Saved data entries:
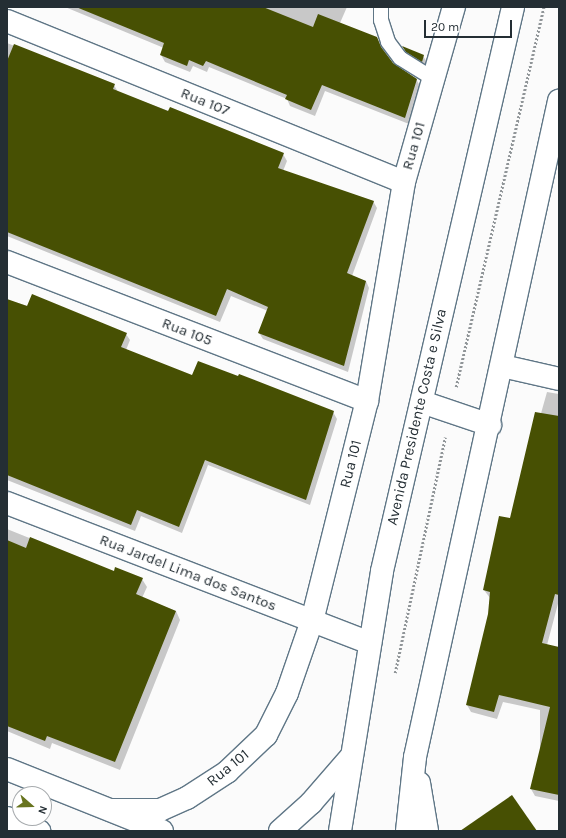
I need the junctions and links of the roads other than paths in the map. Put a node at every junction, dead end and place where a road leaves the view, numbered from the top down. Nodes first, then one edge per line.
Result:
1 (381, 7) edge
2 (454, 7) edge
3 (513, 7) edge
4 (7, 21) edge
5 (433, 79) junction
6 (559, 101) edge
7 (404, 182) junction
8 (7, 262) edge
9 (502, 366) junction
10 (559, 379) edge
11 (367, 401) junction
12 (422, 402) junction
13 (490, 425) junction
14 (7, 503) edge
15 (312, 621) junction
16 (370, 643) junction
17 (350, 758) junction
18 (415, 758) junction
19 (7, 769) edge
20 (107, 810) junction
21 (7, 818) edge
22 (39, 831) edge
23 (162, 831) edge
24 (280, 831) edge
25 (340, 831) edge
26 (406, 831) edge
27 (428, 831) edge

1 - 5 lane
2 - 5 street, Rua 101
3 - 12 street, Avenida Presidente Costa e Silva
4 - 7 street, Rua 107
5 - 7 street, Rua 101
6 - 9 street
7 - 11 street, Rua 101
8 - 11 street, Rua 105
9 - 10 street
9 - 13 street
11 - 15 street, Rua 101
12 - 13 street
12 - 16 street, Avenida Presidente Costa e Silva
13 - 18 street
14 - 15 street, Rua Jardel Lima dos Santos
15 - 16 street, Rua Jardel Lima dos Santos
15 - 20 street, Rua 101
16 - 17 street, Avenida Presidente Costa e Silva
17 - 24 street
17 - 25 street, Avenida Presidente Costa e Silva
18 - 26 street
18 - 27 street
19 - 20 street
20 - 23 street
21 - 22 street

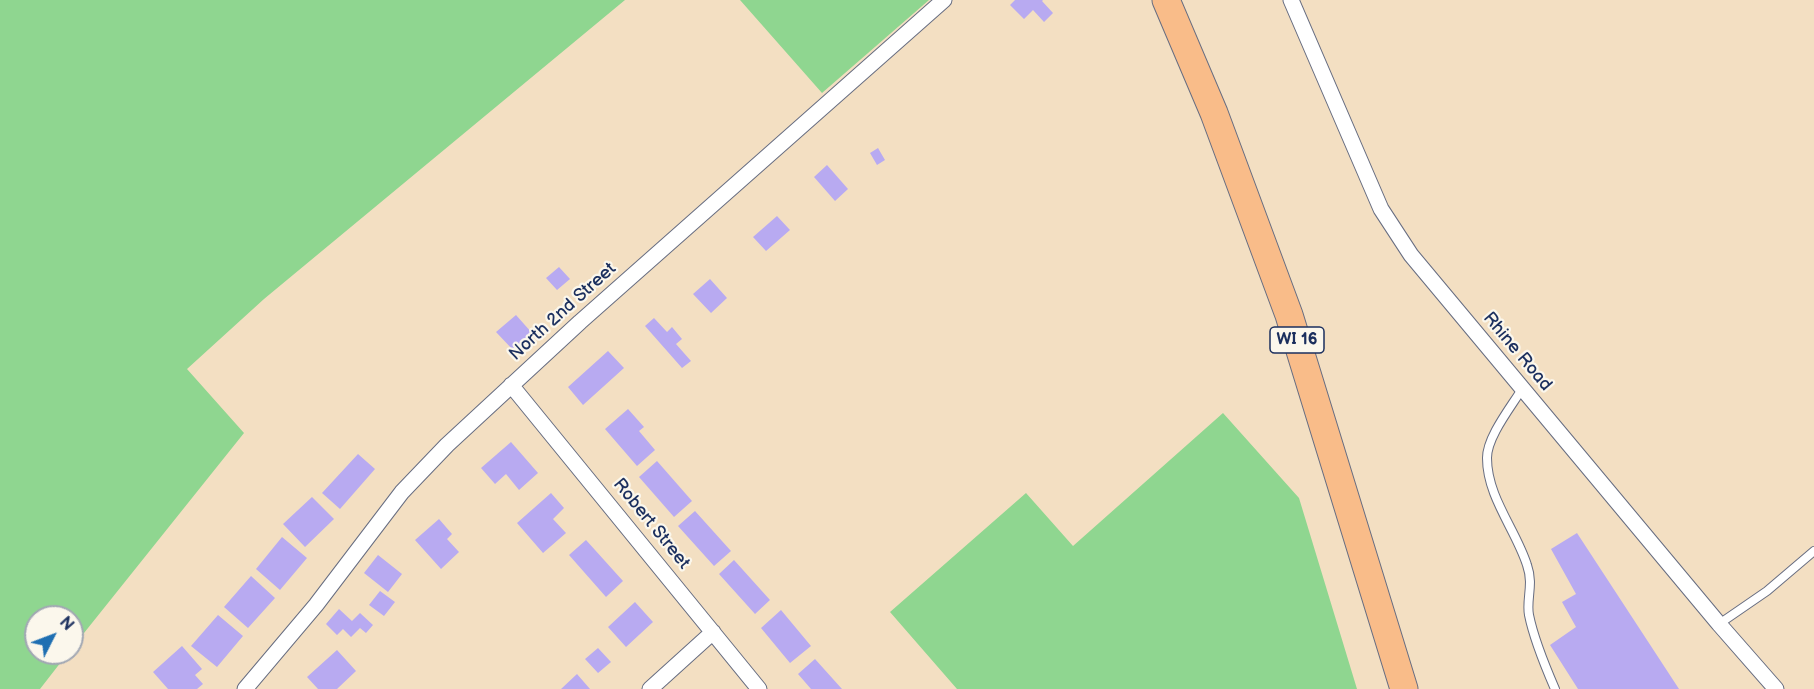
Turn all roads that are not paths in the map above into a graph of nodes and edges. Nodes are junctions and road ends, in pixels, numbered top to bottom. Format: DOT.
graph roads {
  1 [pos="944,0"];
  2 [pos="1166,0"];
  3 [pos="1292,0"];
  4 [pos="511,385"];
  5 [pos="1522,389"];
  6 [pos="1814,551"];
  7 [pos="1719,624"];
  8 [pos="713,632"];
  9 [pos="245,689"];
  10 [pos="650,689"];
  11 [pos="759,689"];
  12 [pos="1404,689"];
  13 [pos="1555,689"];
  14 [pos="1776,689"];
  1 -- 4 [label="street, North 2nd Street"];
  2 -- 12 [label="highway, WI 16"];
  3 -- 5 [label="street, Rhine Road"];
  4 -- 8 [label="street, Robert Street"];
  4 -- 9 [label="street, North 2nd Street"];
  5 -- 7 [label="street, Rhine Road"];
  5 -- 13 [label="lane"];
  6 -- 7 [label="lane"];
  7 -- 14 [label="street, Rhine Road"];
  8 -- 10 [label="street"];
  8 -- 11 [label="street, Robert Street"];
}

What this task involves: Where a picture appears in the data, omit it; restate the rest word for word.

Task solution:
I need the junctions and links of the roads other than paths in the map. Put a node at every junction, dead end and place where a road leaves the view, numbered from the top down. Nodes first, then one edge per line.
Result:
1 (381, 7) edge
2 (454, 7) edge
3 (513, 7) edge
4 (7, 21) edge
5 (433, 79) junction
6 (559, 101) edge
7 (404, 182) junction
8 (7, 262) edge
9 (502, 366) junction
10 (559, 379) edge
11 (367, 401) junction
12 (422, 402) junction
13 (490, 425) junction
14 (7, 503) edge
15 (312, 621) junction
16 (370, 643) junction
17 (350, 758) junction
18 (415, 758) junction
19 (7, 769) edge
20 (107, 810) junction
21 (7, 818) edge
22 (39, 831) edge
23 (162, 831) edge
24 (280, 831) edge
25 (340, 831) edge
26 (406, 831) edge
27 (428, 831) edge

1 - 5 lane
2 - 5 street, Rua 101
3 - 12 street, Avenida Presidente Costa e Silva
4 - 7 street, Rua 107
5 - 7 street, Rua 101
6 - 9 street
7 - 11 street, Rua 101
8 - 11 street, Rua 105
9 - 10 street
9 - 13 street
11 - 15 street, Rua 101
12 - 13 street
12 - 16 street, Avenida Presidente Costa e Silva
13 - 18 street
14 - 15 street, Rua Jardel Lima dos Santos
15 - 16 street, Rua Jardel Lima dos Santos
15 - 20 street, Rua 101
16 - 17 street, Avenida Presidente Costa e Silva
17 - 24 street
17 - 25 street, Avenida Presidente Costa e Silva
18 - 26 street
18 - 27 street
19 - 20 street
20 - 23 street
21 - 22 street

Turn all roads that are not paths in the map above into a graph of nodes and edges. Nodes are junctions and road ends, in pixels, numbered top to bottom. Format: DOT.
graph roads {
  1 [pos="944,0"];
  2 [pos="1166,0"];
  3 [pos="1292,0"];
  4 [pos="511,385"];
  5 [pos="1522,389"];
  6 [pos="1814,551"];
  7 [pos="1719,624"];
  8 [pos="713,632"];
  9 [pos="245,689"];
  10 [pos="650,689"];
  11 [pos="759,689"];
  12 [pos="1404,689"];
  13 [pos="1555,689"];
  14 [pos="1776,689"];
  1 -- 4 [label="street, North 2nd Street"];
  2 -- 12 [label="highway, WI 16"];
  3 -- 5 [label="street, Rhine Road"];
  4 -- 8 [label="street, Robert Street"];
  4 -- 9 [label="street, North 2nd Street"];
  5 -- 7 [label="street, Rhine Road"];
  5 -- 13 [label="lane"];
  6 -- 7 [label="lane"];
  7 -- 14 [label="street, Rhine Road"];
  8 -- 10 [label="street"];
  8 -- 11 [label="street, Robert Street"];
}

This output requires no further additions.